§ Exercise goal
Give the data again exactly, without images.
::: Information given
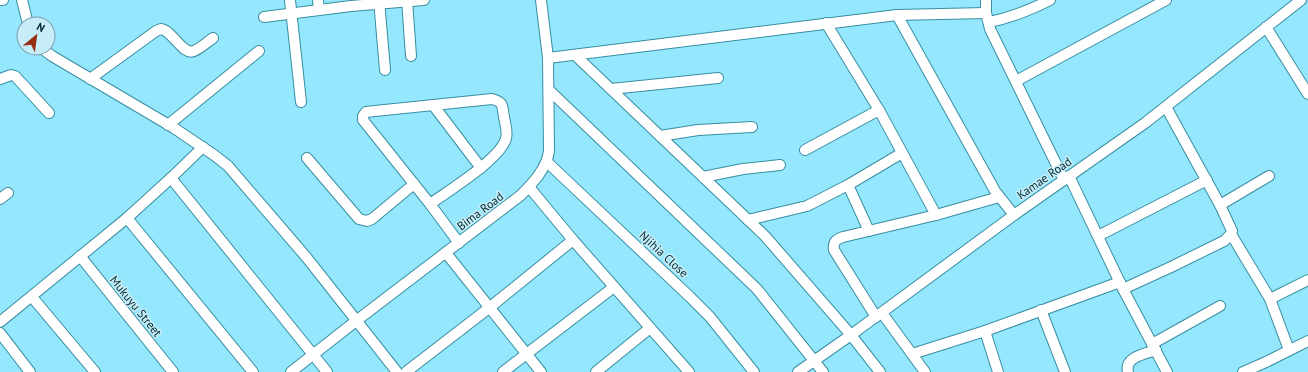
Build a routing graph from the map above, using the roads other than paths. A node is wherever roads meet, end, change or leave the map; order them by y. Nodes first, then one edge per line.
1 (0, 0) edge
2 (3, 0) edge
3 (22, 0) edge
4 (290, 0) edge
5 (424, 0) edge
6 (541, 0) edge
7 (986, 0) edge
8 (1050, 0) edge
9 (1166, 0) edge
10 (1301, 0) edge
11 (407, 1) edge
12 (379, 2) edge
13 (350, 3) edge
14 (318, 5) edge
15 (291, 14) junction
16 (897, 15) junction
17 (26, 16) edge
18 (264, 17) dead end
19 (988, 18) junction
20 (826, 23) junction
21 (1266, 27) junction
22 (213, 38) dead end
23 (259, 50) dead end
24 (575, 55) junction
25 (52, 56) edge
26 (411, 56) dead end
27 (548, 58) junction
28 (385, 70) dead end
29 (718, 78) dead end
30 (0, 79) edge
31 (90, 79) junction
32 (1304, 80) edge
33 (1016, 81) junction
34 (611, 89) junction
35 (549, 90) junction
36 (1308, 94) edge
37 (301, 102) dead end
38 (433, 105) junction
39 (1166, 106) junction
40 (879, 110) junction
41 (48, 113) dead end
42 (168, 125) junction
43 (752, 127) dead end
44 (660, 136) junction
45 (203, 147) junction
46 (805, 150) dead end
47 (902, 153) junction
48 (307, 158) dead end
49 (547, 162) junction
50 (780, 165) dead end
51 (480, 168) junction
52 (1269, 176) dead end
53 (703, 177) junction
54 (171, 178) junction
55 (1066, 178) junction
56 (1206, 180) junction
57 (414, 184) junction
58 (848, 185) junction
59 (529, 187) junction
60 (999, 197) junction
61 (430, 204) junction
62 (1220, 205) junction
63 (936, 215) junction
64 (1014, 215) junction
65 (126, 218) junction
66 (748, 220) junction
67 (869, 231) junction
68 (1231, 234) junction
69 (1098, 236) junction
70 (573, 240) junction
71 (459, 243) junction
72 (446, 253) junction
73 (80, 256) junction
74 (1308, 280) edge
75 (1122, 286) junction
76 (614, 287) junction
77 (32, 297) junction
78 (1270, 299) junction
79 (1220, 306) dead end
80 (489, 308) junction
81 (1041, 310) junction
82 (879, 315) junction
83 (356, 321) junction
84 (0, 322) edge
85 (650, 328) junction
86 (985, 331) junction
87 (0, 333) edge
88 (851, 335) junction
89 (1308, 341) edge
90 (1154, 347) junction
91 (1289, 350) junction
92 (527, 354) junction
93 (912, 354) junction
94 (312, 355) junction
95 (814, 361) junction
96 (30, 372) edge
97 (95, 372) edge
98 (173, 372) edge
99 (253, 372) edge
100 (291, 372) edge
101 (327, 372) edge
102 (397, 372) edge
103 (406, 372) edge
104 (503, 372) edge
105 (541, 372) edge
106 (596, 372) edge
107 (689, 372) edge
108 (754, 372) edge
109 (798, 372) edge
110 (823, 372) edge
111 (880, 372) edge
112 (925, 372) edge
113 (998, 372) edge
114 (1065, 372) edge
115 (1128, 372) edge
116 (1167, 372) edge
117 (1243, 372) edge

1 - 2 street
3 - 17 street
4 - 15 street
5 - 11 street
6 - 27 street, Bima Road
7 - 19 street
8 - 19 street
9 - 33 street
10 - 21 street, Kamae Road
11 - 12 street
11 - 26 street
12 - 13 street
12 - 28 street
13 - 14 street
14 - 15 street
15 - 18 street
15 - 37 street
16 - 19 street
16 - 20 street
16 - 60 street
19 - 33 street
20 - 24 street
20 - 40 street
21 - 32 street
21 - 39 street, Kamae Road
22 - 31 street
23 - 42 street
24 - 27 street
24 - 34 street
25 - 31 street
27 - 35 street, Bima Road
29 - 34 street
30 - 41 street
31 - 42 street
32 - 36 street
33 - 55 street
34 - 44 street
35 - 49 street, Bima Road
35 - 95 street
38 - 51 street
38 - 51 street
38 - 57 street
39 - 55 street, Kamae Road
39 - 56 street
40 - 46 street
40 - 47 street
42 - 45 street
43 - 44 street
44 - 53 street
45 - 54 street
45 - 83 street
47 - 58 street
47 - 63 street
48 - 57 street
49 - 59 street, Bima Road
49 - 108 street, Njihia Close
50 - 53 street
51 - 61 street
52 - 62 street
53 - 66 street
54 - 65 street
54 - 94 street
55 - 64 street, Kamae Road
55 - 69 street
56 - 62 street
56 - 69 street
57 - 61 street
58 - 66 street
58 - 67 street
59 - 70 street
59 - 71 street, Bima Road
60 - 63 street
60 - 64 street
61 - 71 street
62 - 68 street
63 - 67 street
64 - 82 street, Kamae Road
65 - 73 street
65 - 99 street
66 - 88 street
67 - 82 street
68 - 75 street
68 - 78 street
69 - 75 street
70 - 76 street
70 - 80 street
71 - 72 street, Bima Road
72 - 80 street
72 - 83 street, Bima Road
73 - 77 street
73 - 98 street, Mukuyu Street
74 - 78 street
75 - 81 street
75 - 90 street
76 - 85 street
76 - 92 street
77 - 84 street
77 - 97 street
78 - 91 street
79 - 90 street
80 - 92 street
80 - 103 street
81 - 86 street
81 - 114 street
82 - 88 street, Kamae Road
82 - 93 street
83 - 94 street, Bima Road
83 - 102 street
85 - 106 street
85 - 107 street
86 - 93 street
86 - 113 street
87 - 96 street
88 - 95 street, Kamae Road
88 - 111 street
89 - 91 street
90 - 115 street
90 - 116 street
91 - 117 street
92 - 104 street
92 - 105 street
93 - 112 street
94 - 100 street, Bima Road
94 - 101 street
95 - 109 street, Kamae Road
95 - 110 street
::::::
§ Solution for this problem
Build a routing graph from the map above, using the roads other than paths. A node is wherever roads meet, end, change or leave the map; order them by y. Nodes first, then one edge per line.
1 (0, 0) edge
2 (3, 0) edge
3 (22, 0) edge
4 (290, 0) edge
5 (424, 0) edge
6 (541, 0) edge
7 (986, 0) edge
8 (1050, 0) edge
9 (1166, 0) edge
10 (1301, 0) edge
11 (407, 1) edge
12 (379, 2) edge
13 (350, 3) edge
14 (318, 5) edge
15 (291, 14) junction
16 (897, 15) junction
17 (26, 16) edge
18 (264, 17) dead end
19 (988, 18) junction
20 (826, 23) junction
21 (1266, 27) junction
22 (213, 38) dead end
23 (259, 50) dead end
24 (575, 55) junction
25 (52, 56) edge
26 (411, 56) dead end
27 (548, 58) junction
28 (385, 70) dead end
29 (718, 78) dead end
30 (0, 79) edge
31 (90, 79) junction
32 (1304, 80) edge
33 (1016, 81) junction
34 (611, 89) junction
35 (549, 90) junction
36 (1308, 94) edge
37 (301, 102) dead end
38 (433, 105) junction
39 (1166, 106) junction
40 (879, 110) junction
41 (48, 113) dead end
42 (168, 125) junction
43 (752, 127) dead end
44 (660, 136) junction
45 (203, 147) junction
46 (805, 150) dead end
47 (902, 153) junction
48 (307, 158) dead end
49 (547, 162) junction
50 (780, 165) dead end
51 (480, 168) junction
52 (1269, 176) dead end
53 (703, 177) junction
54 (171, 178) junction
55 (1066, 178) junction
56 (1206, 180) junction
57 (414, 184) junction
58 (848, 185) junction
59 (529, 187) junction
60 (999, 197) junction
61 (430, 204) junction
62 (1220, 205) junction
63 (936, 215) junction
64 (1014, 215) junction
65 (126, 218) junction
66 (748, 220) junction
67 (869, 231) junction
68 (1231, 234) junction
69 (1098, 236) junction
70 (573, 240) junction
71 (459, 243) junction
72 (446, 253) junction
73 (80, 256) junction
74 (1308, 280) edge
75 (1122, 286) junction
76 (614, 287) junction
77 (32, 297) junction
78 (1270, 299) junction
79 (1220, 306) dead end
80 (489, 308) junction
81 (1041, 310) junction
82 (879, 315) junction
83 (356, 321) junction
84 (0, 322) edge
85 (650, 328) junction
86 (985, 331) junction
87 (0, 333) edge
88 (851, 335) junction
89 (1308, 341) edge
90 (1154, 347) junction
91 (1289, 350) junction
92 (527, 354) junction
93 (912, 354) junction
94 (312, 355) junction
95 (814, 361) junction
96 (30, 372) edge
97 (95, 372) edge
98 (173, 372) edge
99 (253, 372) edge
100 (291, 372) edge
101 (327, 372) edge
102 (397, 372) edge
103 (406, 372) edge
104 (503, 372) edge
105 (541, 372) edge
106 (596, 372) edge
107 (689, 372) edge
108 (754, 372) edge
109 (798, 372) edge
110 (823, 372) edge
111 (880, 372) edge
112 (925, 372) edge
113 (998, 372) edge
114 (1065, 372) edge
115 (1128, 372) edge
116 (1167, 372) edge
117 (1243, 372) edge

1 - 2 street
3 - 17 street
4 - 15 street
5 - 11 street
6 - 27 street, Bima Road
7 - 19 street
8 - 19 street
9 - 33 street
10 - 21 street, Kamae Road
11 - 12 street
11 - 26 street
12 - 13 street
12 - 28 street
13 - 14 street
14 - 15 street
15 - 18 street
15 - 37 street
16 - 19 street
16 - 20 street
16 - 60 street
19 - 33 street
20 - 24 street
20 - 40 street
21 - 32 street
21 - 39 street, Kamae Road
22 - 31 street
23 - 42 street
24 - 27 street
24 - 34 street
25 - 31 street
27 - 35 street, Bima Road
29 - 34 street
30 - 41 street
31 - 42 street
32 - 36 street
33 - 55 street
34 - 44 street
35 - 49 street, Bima Road
35 - 95 street
38 - 51 street
38 - 51 street
38 - 57 street
39 - 55 street, Kamae Road
39 - 56 street
40 - 46 street
40 - 47 street
42 - 45 street
43 - 44 street
44 - 53 street
45 - 54 street
45 - 83 street
47 - 58 street
47 - 63 street
48 - 57 street
49 - 59 street, Bima Road
49 - 108 street, Njihia Close
50 - 53 street
51 - 61 street
52 - 62 street
53 - 66 street
54 - 65 street
54 - 94 street
55 - 64 street, Kamae Road
55 - 69 street
56 - 62 street
56 - 69 street
57 - 61 street
58 - 66 street
58 - 67 street
59 - 70 street
59 - 71 street, Bima Road
60 - 63 street
60 - 64 street
61 - 71 street
62 - 68 street
63 - 67 street
64 - 82 street, Kamae Road
65 - 73 street
65 - 99 street
66 - 88 street
67 - 82 street
68 - 75 street
68 - 78 street
69 - 75 street
70 - 76 street
70 - 80 street
71 - 72 street, Bima Road
72 - 80 street
72 - 83 street, Bima Road
73 - 77 street
73 - 98 street, Mukuyu Street
74 - 78 street
75 - 81 street
75 - 90 street
76 - 85 street
76 - 92 street
77 - 84 street
77 - 97 street
78 - 91 street
79 - 90 street
80 - 92 street
80 - 103 street
81 - 86 street
81 - 114 street
82 - 88 street, Kamae Road
82 - 93 street
83 - 94 street, Bima Road
83 - 102 street
85 - 106 street
85 - 107 street
86 - 93 street
86 - 113 street
87 - 96 street
88 - 95 street, Kamae Road
88 - 111 street
89 - 91 street
90 - 115 street
90 - 116 street
91 - 117 street
92 - 104 street
92 - 105 street
93 - 112 street
94 - 100 street, Bima Road
94 - 101 street
95 - 109 street, Kamae Road
95 - 110 street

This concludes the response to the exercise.